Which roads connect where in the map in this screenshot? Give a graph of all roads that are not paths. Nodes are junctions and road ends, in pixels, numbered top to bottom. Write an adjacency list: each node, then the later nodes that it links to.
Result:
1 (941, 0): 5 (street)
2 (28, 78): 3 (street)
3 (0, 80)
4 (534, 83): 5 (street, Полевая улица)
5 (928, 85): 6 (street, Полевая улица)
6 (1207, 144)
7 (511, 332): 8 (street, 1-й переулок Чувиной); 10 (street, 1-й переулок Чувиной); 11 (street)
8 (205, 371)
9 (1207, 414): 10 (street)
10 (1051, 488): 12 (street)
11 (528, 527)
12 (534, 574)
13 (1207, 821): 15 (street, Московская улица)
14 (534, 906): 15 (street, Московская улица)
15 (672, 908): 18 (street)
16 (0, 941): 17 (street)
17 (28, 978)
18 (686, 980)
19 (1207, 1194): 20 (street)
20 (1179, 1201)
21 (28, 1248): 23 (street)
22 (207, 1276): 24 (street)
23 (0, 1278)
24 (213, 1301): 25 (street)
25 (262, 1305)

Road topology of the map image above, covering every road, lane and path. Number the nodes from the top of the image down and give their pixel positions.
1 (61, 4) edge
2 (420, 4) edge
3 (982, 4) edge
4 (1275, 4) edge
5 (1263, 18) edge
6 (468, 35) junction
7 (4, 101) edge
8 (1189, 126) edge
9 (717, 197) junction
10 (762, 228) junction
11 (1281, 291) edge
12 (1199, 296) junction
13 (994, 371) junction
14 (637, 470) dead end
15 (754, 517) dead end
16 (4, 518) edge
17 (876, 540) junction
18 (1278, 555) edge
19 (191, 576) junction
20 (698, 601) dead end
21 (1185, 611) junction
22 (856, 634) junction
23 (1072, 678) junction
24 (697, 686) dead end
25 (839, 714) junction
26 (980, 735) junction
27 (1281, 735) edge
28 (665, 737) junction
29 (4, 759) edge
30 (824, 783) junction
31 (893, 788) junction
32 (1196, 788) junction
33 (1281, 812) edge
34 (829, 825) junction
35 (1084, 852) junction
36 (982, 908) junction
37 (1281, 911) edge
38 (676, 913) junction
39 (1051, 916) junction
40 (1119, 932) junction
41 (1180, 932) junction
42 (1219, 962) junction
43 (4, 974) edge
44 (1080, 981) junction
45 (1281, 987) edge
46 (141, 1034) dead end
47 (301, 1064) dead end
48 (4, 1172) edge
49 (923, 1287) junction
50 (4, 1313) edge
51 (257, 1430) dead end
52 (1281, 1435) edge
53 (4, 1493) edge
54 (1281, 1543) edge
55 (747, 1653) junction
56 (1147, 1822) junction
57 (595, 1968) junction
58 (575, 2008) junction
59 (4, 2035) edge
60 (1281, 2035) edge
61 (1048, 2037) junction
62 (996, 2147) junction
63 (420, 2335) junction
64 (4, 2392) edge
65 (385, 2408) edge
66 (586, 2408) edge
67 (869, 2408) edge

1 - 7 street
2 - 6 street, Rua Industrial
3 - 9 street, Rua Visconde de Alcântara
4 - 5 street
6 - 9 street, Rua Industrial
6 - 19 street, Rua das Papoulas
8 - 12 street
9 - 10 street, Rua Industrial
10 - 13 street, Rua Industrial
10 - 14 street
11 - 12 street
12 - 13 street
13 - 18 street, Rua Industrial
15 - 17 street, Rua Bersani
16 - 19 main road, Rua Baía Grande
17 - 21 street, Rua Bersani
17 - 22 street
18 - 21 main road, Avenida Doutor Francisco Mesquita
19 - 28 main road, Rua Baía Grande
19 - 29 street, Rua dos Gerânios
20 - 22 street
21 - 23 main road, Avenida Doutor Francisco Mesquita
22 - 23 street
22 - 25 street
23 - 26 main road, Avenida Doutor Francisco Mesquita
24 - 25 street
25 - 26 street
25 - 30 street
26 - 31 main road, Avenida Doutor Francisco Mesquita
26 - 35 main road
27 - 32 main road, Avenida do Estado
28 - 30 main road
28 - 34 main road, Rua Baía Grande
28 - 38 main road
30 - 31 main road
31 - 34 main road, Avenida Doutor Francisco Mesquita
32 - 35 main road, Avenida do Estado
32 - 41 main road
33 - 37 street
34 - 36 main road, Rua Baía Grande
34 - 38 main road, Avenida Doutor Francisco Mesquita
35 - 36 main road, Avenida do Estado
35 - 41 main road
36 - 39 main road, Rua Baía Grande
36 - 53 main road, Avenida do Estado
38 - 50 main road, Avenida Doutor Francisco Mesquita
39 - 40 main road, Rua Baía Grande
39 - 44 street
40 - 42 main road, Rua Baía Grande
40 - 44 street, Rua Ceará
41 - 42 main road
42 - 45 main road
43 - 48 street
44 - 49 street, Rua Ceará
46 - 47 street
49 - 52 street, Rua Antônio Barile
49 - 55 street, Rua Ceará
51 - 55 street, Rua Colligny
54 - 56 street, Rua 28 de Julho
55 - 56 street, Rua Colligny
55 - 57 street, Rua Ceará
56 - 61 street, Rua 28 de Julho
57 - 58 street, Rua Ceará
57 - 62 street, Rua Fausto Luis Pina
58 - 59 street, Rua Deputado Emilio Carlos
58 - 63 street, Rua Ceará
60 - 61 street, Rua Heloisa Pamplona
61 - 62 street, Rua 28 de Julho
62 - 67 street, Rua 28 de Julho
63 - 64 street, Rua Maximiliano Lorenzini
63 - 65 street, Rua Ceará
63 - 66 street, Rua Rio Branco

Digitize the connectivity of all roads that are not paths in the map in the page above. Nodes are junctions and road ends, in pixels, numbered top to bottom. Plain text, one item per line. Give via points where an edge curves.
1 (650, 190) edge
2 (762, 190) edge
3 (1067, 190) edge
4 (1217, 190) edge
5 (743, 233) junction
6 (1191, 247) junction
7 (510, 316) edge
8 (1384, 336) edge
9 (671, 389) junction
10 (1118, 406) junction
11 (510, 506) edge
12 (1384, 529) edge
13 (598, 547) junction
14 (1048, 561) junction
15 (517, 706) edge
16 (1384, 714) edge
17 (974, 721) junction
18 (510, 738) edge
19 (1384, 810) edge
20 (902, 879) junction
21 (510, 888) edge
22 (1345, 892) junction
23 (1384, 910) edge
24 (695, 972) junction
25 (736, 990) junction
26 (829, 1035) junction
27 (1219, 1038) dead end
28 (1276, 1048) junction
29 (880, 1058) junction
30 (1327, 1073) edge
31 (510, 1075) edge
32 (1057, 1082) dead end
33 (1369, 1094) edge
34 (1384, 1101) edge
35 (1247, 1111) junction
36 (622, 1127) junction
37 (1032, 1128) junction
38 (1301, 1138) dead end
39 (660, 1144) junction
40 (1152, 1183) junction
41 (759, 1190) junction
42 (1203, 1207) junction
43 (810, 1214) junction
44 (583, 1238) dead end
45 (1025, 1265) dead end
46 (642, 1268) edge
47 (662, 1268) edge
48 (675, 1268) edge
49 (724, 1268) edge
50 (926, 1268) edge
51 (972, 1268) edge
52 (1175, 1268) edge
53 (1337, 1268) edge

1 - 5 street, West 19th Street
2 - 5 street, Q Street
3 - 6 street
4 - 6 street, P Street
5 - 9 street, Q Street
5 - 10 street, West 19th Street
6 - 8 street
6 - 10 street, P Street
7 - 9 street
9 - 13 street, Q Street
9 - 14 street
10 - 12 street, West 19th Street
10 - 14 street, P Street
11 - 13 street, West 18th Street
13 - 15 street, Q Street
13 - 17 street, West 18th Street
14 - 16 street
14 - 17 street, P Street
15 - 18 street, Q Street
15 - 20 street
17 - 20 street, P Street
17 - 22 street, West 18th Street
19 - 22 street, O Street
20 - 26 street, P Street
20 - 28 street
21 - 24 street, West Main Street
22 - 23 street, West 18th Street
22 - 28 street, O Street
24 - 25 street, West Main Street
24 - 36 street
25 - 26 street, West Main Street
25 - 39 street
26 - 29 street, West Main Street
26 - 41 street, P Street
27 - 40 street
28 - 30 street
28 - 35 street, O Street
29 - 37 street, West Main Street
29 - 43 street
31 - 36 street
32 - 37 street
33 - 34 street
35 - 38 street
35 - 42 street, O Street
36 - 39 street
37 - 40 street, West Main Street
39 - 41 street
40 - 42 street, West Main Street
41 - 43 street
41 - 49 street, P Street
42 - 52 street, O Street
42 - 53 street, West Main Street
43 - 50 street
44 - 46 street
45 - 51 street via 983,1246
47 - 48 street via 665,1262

* _Your assignment_: Note how many lines of the entries contain the string "junctions", then give that number by itself.

* _Answer area_: 2